I have a different vision of academia: let academics have a social life embedded in the society around them, trust them to use their scholar training and knowledge to make the world better for the people around them, and have like-minded people from an international community review each other's work on the topics that interest them. That would be real academic freedom instead of the pseudo-freedom of choosing the projects that align with major conferences' topics. But that is also an anarchist vision: you don't control academics in such a setting! They might criticize the power in place and propose radical alternatives, so it is a lot less comfortable!

elavoie commented 6 years ago

@dominictarr Who got fired for using pull-streams?

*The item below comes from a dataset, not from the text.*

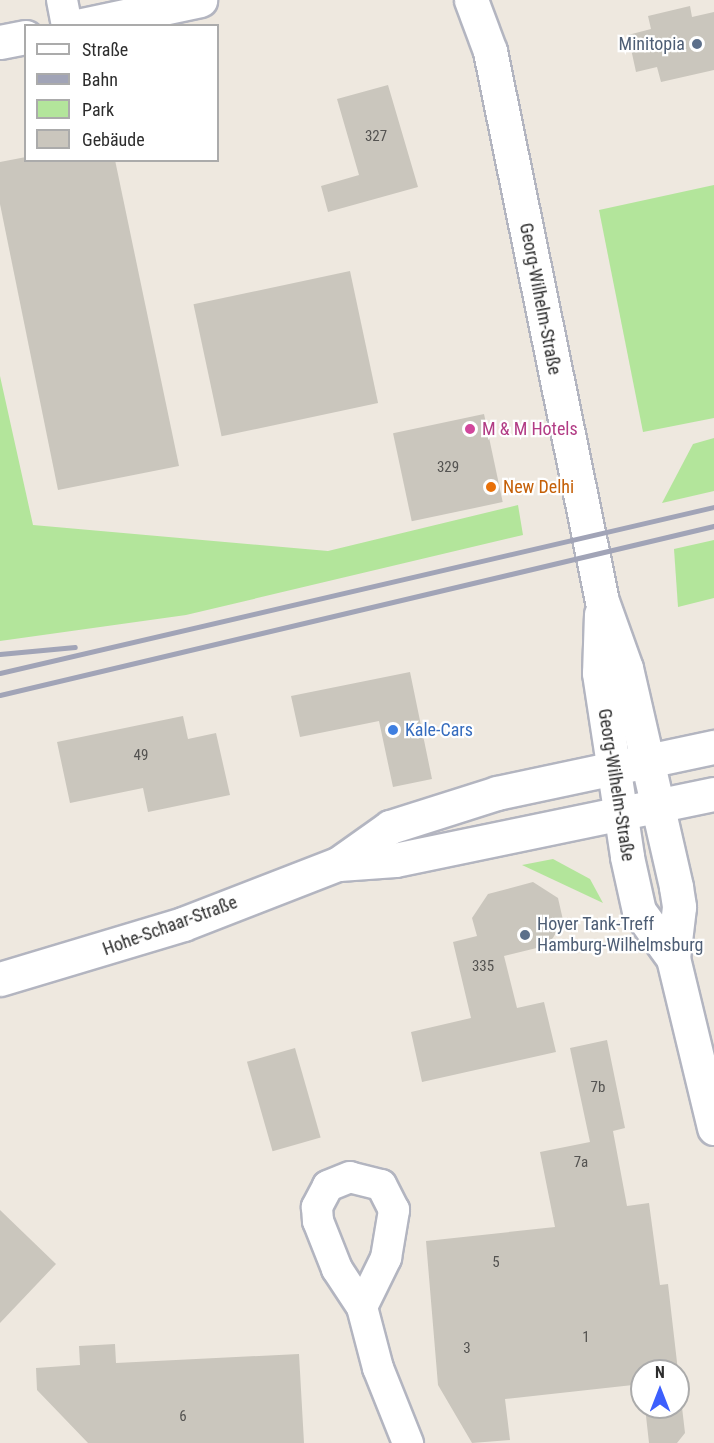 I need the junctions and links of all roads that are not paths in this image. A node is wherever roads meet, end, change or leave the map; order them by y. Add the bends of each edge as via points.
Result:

dominictarr commented 6 years ago

haha, no one that I know of, but it's a reference to: https://www.quora.com/What-does-the-phrase-Nobody-ever-got-fired-for-choosing-IBM-mean

wow, okay, interesting stuff!

I nearly went into academia - I did honors, masters would have been next... but I ended up with Mad Science, and here I am.

elavoie commented 6 years ago

@dominictarr You made the right choice! The stuff I am reading about pull-streams and SSB is way more interesting than everything I saw presented in conferences in the last 8 years and more importantly, it is directly useful to communities of people right now. You have shown me that some inventions are easier to do outside academia than inside. Keep going like that, I got your back if we ever need official academic validation.

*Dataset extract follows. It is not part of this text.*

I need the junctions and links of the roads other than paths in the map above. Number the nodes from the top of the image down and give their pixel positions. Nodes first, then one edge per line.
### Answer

av8ta commented 6 years ago

You have shown me that some inventions are easier to do outside academia than inside.

I'd say most inventions. Apart from inventions requiring large amounts of capital. However, future crowdfunding methods may make that problem tractable too.

Good luck with your conferences, and I'm shocked the dissertation process has been dropped - I had no idea that happened and agree it seems a very retrograde step for academia.

elavoie commented 6 years ago

@av8ta the dissertation process which culminates in a PhD Defense still exists as a rite of passage (I am writing a dissertation right now!) but in my view, it is now mostly an internal validation of work that has been published externally to the department. You are no longer required to build a 200-page coherent argument, you can thread different publications in a more-or-less cogent story and that is sufficient.

My advisor puts a lot of pressure on getting prestigious conference publications out of my work even though objectively the same information would be available in a dissertation. It has nothing to do with dissemination of information, it is about prestige as a proxy for a judgement of quality, which influences promotions and grants.